**Task to carry out**
What is the number of lines in the entries below that include the word "小川鉾田線"? Provide the number only.

(Collected data entries)
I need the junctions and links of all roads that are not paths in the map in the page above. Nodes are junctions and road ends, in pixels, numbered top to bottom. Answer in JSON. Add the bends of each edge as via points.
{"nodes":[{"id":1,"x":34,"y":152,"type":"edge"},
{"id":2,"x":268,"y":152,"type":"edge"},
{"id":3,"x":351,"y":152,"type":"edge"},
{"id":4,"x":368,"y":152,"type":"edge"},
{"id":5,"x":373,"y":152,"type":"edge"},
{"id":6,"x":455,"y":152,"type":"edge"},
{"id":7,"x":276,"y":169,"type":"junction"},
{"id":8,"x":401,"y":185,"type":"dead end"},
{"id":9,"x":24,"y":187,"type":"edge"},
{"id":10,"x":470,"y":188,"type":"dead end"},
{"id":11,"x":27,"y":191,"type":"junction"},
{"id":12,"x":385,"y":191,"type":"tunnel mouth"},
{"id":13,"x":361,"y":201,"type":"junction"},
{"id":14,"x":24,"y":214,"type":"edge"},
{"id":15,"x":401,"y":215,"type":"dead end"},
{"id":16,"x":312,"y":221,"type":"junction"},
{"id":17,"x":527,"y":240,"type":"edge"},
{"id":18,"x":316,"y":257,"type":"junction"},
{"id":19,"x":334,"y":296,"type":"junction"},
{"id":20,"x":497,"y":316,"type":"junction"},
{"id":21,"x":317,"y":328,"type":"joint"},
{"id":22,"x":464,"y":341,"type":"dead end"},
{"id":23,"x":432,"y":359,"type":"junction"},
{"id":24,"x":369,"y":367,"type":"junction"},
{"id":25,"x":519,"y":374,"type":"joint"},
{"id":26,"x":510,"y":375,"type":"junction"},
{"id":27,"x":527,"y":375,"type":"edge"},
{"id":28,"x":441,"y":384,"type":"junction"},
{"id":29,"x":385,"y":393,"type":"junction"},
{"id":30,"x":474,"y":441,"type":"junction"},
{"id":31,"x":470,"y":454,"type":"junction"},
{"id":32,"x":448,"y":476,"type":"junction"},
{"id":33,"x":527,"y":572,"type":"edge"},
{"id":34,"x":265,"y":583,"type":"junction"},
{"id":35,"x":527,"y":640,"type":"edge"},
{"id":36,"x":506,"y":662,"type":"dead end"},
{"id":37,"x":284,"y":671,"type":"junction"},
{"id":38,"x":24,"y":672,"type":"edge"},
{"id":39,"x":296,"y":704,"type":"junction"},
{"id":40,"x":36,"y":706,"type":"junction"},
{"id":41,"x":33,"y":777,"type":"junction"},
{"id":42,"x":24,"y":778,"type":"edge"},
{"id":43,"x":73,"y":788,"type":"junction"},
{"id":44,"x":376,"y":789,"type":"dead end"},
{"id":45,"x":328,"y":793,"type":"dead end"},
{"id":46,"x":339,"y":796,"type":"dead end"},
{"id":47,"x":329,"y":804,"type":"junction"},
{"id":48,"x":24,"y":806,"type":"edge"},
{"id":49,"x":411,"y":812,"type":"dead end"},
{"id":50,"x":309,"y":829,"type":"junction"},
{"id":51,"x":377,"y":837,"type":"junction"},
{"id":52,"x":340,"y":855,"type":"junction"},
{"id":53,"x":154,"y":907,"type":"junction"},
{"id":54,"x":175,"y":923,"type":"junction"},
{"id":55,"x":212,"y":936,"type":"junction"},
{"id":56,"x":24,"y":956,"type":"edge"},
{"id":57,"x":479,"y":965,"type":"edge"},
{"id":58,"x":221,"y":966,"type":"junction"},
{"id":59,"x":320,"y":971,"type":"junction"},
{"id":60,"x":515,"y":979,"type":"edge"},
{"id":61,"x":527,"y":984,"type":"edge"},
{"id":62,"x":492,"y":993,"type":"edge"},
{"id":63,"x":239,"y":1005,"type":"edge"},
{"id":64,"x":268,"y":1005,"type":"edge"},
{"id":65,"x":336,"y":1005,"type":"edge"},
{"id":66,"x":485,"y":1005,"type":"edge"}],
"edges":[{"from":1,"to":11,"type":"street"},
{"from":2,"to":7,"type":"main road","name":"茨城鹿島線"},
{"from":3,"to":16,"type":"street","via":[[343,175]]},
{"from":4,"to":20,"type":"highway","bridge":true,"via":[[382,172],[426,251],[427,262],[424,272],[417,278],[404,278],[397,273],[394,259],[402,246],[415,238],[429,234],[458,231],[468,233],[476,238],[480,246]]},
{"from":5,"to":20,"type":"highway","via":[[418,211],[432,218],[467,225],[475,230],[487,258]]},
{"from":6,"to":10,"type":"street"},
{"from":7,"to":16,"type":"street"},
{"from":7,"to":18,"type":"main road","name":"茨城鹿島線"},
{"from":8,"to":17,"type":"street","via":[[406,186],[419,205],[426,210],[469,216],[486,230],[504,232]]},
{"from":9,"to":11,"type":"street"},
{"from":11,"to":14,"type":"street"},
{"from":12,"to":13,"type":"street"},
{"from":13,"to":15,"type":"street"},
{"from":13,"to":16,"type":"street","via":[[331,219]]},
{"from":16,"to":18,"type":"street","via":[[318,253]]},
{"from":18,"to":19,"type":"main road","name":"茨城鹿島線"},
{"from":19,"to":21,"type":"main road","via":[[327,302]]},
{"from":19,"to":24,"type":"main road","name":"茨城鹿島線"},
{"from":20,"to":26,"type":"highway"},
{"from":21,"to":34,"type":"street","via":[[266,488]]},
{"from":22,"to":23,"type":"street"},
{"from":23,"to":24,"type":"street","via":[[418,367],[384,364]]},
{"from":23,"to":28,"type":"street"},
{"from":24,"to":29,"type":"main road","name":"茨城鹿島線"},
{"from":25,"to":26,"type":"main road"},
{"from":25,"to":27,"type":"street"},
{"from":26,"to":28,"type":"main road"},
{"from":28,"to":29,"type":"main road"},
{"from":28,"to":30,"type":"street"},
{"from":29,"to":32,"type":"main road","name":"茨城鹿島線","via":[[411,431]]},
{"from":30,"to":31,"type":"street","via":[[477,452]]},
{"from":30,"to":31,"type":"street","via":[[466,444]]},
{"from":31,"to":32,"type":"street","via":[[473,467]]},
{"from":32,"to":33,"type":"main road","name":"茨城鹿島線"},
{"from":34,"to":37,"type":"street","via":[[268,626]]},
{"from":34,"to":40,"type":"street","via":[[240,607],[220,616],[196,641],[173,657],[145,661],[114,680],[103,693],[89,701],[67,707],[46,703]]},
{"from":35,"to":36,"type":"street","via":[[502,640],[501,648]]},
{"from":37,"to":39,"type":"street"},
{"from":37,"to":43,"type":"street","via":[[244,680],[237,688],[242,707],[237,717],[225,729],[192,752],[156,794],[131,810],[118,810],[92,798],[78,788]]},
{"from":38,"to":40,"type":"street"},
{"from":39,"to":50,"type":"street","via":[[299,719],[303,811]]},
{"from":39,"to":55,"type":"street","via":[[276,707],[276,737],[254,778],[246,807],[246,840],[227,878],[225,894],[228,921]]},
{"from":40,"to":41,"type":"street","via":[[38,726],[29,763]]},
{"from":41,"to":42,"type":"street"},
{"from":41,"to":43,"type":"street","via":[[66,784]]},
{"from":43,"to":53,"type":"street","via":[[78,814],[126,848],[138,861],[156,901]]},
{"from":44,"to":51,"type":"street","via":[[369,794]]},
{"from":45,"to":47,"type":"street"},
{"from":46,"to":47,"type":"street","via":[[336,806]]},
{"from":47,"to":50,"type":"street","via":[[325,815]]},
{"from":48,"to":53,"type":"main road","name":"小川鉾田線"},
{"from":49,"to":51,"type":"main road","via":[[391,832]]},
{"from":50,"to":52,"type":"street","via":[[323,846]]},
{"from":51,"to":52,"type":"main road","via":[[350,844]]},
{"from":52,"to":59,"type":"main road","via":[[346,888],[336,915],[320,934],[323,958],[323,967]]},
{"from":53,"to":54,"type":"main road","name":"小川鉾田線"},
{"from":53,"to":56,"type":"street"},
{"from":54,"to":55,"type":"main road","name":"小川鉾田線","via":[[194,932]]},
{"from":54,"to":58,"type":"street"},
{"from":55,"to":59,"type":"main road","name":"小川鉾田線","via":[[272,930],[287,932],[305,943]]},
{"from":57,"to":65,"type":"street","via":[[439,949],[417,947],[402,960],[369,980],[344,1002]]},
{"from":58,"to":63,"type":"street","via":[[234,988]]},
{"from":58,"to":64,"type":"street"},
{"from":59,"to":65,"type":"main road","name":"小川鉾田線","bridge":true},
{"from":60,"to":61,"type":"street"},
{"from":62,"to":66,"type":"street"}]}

**Expected answer**
5